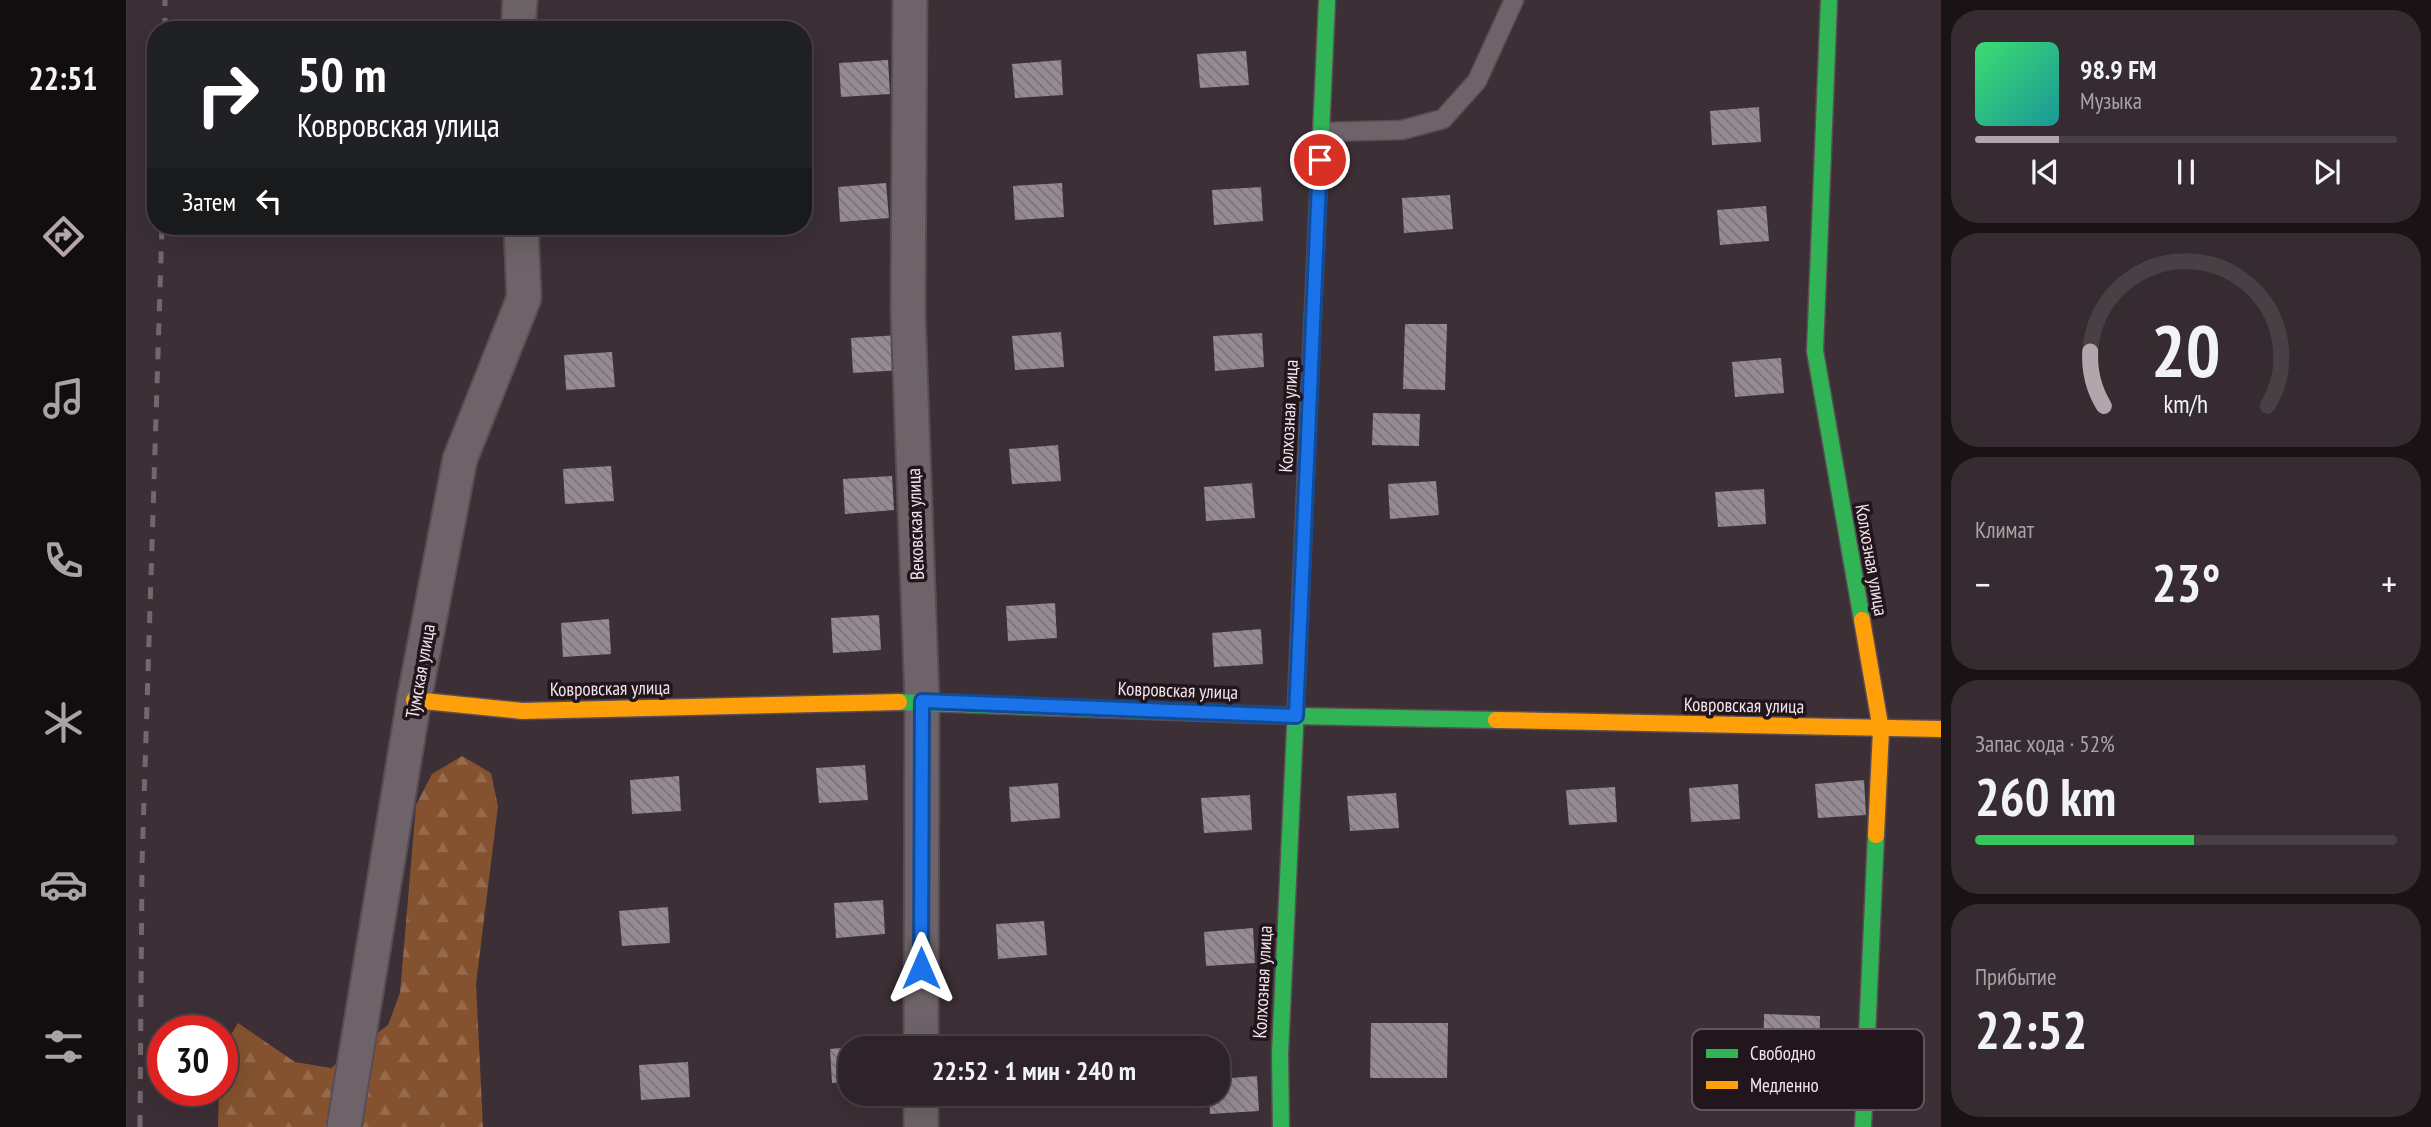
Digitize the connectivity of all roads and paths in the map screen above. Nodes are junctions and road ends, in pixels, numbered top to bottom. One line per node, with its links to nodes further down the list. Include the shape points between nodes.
1 (520, 0): 6 (street)
2 (910, 0): 10 (street, Вековская улица, via 908,313)
3 (1327, 0): 7 (street, Колхозная улица)
4 (1514, 0): 7 (lane, via 1477,81 1443,120 1402,130)
5 (1829, 0): 13 (street, Колхозная улица, via 1815,351)
6 (519, 21)
7 (1322, 132): 11 (street, Колхозная улица)
8 (521, 235): 9 (street, Тумская улица, via 524,298 460,459)
9 (414, 701): 10 (street, Ковровская улица, via 523,711); 17 (street, Тумская улица)
10 (922, 701): 11 (street, Ковровская улица); 15 (street, Вековская улица)
11 (1296, 716): 13 (street, Ковровская улица); 19 (street, Колхозная улица, via 1280,1054)
12 (1941, 729): 13 (street, Ковровская улица)
13 (1881, 730): 14 (street, Колхозная улица)
14 (1867, 1029)
15 (921, 1036)
16 (921, 1106): 18 (street)
17 (344, 1127)
18 (921, 1127)
19 (1281, 1127)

# # # # #

Hand back the records above exactly as they are, pictures excluded.

Digitize the connectivity of all roads and paths in the map screen above. Nodes are junctions and road ends, in pixels, numbered top to bottom. One line per node, with its links to nodes further down the list. Include the shape points between nodes.
1 (520, 0): 6 (street)
2 (910, 0): 10 (street, Вековская улица, via 908,313)
3 (1327, 0): 7 (street, Колхозная улица)
4 (1514, 0): 7 (lane, via 1477,81 1443,120 1402,130)
5 (1829, 0): 13 (street, Колхозная улица, via 1815,351)
6 (519, 21)
7 (1322, 132): 11 (street, Колхозная улица)
8 (521, 235): 9 (street, Тумская улица, via 524,298 460,459)
9 (414, 701): 10 (street, Ковровская улица, via 523,711); 17 (street, Тумская улица)
10 (922, 701): 11 (street, Ковровская улица); 15 (street, Вековская улица)
11 (1296, 716): 13 (street, Ковровская улица); 19 (street, Колхозная улица, via 1280,1054)
12 (1941, 729): 13 (street, Ковровская улица)
13 (1881, 730): 14 (street, Колхозная улица)
14 (1867, 1029)
15 (921, 1036)
16 (921, 1106): 18 (street)
17 (344, 1127)
18 (921, 1127)
19 (1281, 1127)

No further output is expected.